[[ Given information, beginning ]]

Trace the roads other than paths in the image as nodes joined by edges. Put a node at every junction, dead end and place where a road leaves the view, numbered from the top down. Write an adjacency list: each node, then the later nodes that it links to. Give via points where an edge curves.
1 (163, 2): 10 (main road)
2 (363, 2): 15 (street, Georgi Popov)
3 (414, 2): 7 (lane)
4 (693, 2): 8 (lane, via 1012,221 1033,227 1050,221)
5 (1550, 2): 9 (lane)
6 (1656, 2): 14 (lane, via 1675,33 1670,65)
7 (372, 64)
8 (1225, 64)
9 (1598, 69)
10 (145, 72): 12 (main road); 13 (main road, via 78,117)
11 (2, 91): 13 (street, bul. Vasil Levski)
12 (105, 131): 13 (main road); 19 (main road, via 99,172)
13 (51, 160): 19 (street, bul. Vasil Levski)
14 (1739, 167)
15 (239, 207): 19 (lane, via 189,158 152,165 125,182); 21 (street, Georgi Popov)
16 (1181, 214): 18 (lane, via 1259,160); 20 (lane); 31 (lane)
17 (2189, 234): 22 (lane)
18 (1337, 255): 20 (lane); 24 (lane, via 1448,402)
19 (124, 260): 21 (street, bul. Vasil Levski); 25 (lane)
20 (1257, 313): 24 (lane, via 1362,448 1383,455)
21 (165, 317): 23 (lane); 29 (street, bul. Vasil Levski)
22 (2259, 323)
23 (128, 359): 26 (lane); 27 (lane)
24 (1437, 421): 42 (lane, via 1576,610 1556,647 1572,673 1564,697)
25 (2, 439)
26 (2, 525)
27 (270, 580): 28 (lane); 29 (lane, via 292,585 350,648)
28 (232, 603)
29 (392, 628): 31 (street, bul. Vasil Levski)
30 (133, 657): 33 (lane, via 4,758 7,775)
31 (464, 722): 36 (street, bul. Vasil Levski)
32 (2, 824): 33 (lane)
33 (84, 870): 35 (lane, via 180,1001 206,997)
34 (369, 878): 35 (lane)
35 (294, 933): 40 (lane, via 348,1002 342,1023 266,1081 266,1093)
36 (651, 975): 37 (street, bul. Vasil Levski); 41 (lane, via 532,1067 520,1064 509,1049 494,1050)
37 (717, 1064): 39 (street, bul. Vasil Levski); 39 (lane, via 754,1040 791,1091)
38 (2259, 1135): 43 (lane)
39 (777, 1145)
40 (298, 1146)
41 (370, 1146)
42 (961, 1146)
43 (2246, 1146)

[[ Given information, end ]]

Print each entry precisely. Include every line.

Trace the roads other than paths in the image as nodes joined by edges. Put a node at every junction, dead end and place where a road leaves the view, numbered from the top down. Write an adjacency list: each node, then the later nodes that it links to. Give via points where an edge curves.
1 (163, 2): 10 (main road)
2 (363, 2): 15 (street, Georgi Popov)
3 (414, 2): 7 (lane)
4 (693, 2): 8 (lane, via 1012,221 1033,227 1050,221)
5 (1550, 2): 9 (lane)
6 (1656, 2): 14 (lane, via 1675,33 1670,65)
7 (372, 64)
8 (1225, 64)
9 (1598, 69)
10 (145, 72): 12 (main road); 13 (main road, via 78,117)
11 (2, 91): 13 (street, bul. Vasil Levski)
12 (105, 131): 13 (main road); 19 (main road, via 99,172)
13 (51, 160): 19 (street, bul. Vasil Levski)
14 (1739, 167)
15 (239, 207): 19 (lane, via 189,158 152,165 125,182); 21 (street, Georgi Popov)
16 (1181, 214): 18 (lane, via 1259,160); 20 (lane); 31 (lane)
17 (2189, 234): 22 (lane)
18 (1337, 255): 20 (lane); 24 (lane, via 1448,402)
19 (124, 260): 21 (street, bul. Vasil Levski); 25 (lane)
20 (1257, 313): 24 (lane, via 1362,448 1383,455)
21 (165, 317): 23 (lane); 29 (street, bul. Vasil Levski)
22 (2259, 323)
23 (128, 359): 26 (lane); 27 (lane)
24 (1437, 421): 42 (lane, via 1576,610 1556,647 1572,673 1564,697)
25 (2, 439)
26 (2, 525)
27 (270, 580): 28 (lane); 29 (lane, via 292,585 350,648)
28 (232, 603)
29 (392, 628): 31 (street, bul. Vasil Levski)
30 (133, 657): 33 (lane, via 4,758 7,775)
31 (464, 722): 36 (street, bul. Vasil Levski)
32 (2, 824): 33 (lane)
33 (84, 870): 35 (lane, via 180,1001 206,997)
34 (369, 878): 35 (lane)
35 (294, 933): 40 (lane, via 348,1002 342,1023 266,1081 266,1093)
36 (651, 975): 37 (street, bul. Vasil Levski); 41 (lane, via 532,1067 520,1064 509,1049 494,1050)
37 (717, 1064): 39 (street, bul. Vasil Levski); 39 (lane, via 754,1040 791,1091)
38 (2259, 1135): 43 (lane)
39 (777, 1145)
40 (298, 1146)
41 (370, 1146)
42 (961, 1146)
43 (2246, 1146)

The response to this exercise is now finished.